Use a window function to peel off the latest comments from the comments table.
(1) is what we're trying to avoid. (2) tends to lead to a cascade of over-complications and bugs. (3) is nice because it lets the database do what it does well (manage and query data) but ActiveRecord has a limited understanding of SQL so a little extra machinery is needed to make it behave.
We can use the row_number window function to find the latest comment per-post:
select *
from (
select comments.*,
row_number() over (partition by post_id order by created_at desc) as rn
from comments
) dt
where dt.rn = 1
Play with the inner query in psql and you should see what row_number() is doing.
If we wrap that query in a latest_comments view and stick a LatestComment model in front of it, you can has_one :latest_comment and things will work. Of course, it isn't quite that easy:
ActiveRecord doesn't understand views in migrations so you can try to use something like scenic or switch from schema.rb to structure.sql.
Create the view:
class CreateLatestComments < ActiveRecord::Migration[5.2]
def up
connection.execute(%q(
create view latest_comments (id, post_id, created_at, ...) as
select id, post_id, created_at, ...
from (
select id, post_id, created_at, ...,
row_number() over (partition by post_id order by created_at desc) as rn
from comments
) dt
where dt. rn = 1
))
end
def down
connection.execute('drop view latest_comments')
end
end
That will look more like a normal Rails migration if you're using scenic.

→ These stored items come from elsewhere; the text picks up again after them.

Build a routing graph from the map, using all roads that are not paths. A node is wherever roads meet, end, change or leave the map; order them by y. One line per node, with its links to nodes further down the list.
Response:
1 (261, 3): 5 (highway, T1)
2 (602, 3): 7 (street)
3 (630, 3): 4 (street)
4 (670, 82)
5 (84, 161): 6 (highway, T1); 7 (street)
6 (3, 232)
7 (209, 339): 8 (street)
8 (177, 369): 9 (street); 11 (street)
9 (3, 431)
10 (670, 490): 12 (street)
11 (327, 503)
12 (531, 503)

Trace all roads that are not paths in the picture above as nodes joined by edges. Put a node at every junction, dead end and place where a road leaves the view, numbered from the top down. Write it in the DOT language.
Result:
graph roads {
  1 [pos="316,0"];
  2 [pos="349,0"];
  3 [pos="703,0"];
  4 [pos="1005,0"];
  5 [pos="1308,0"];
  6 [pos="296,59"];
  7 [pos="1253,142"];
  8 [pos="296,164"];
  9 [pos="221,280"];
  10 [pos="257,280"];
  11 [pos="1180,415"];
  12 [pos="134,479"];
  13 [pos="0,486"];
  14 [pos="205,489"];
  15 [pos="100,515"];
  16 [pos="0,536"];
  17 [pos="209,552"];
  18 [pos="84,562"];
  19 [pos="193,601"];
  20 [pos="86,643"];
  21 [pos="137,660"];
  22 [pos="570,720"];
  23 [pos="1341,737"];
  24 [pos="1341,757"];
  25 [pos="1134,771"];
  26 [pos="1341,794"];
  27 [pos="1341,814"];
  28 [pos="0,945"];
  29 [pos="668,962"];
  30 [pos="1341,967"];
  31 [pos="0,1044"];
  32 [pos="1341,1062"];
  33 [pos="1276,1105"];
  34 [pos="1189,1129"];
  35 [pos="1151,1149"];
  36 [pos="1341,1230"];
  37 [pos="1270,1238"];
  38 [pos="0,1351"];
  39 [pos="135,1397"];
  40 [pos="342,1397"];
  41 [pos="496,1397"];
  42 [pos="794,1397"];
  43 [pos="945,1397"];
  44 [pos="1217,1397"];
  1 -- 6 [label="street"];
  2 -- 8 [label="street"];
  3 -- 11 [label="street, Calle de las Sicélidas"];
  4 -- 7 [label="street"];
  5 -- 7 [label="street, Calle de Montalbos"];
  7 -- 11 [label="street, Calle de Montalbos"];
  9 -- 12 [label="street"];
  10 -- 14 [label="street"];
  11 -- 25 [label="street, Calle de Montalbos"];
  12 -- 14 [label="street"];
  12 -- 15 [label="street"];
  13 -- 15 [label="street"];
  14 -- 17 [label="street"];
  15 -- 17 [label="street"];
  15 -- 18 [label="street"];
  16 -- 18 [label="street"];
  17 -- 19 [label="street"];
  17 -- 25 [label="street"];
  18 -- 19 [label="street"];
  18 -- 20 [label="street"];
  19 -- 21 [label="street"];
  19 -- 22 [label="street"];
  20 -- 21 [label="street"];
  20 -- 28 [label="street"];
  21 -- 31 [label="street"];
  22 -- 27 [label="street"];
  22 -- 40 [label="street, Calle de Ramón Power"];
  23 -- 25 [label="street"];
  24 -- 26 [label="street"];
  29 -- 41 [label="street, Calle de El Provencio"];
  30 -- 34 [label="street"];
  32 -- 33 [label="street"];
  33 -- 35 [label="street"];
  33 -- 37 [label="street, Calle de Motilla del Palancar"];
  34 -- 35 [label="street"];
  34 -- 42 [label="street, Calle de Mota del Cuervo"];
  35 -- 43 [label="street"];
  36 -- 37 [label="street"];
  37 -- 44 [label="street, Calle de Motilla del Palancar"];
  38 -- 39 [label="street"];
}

I don't know the structure of your comments table, hence all the ...s in there; you can use select * if you prefer and don't mind the stray rn column in your LatestComment. You might want to review your indexes on comments to make this query more efficient but you'd be doing that sooner or later anyway.
Create the model and don't forget to manually set the primary key or includes and references won't preload anything (but preload will):
class LatestComment < ApplicationRecord
self.primary_key = :id
belongs_to :post
end
Simplify your existing has_one to just:
has_one :latest_comment
Maybe add a quick test to your test suite to make sure that Comment and LatestComment have the same columns. The view won't automatically update itself as the comments table changes but a simple test will serve as a reminder.
When someone complains about "logic in the database", tell them to take their dogma elsewhere as you have work to do.
Just so it doesn't get lost in the comments, your main problem is that you're abusing the scope argument in the has_one association. When you say something like this:
Post.includes(:latest_comment).references(:latest_comment)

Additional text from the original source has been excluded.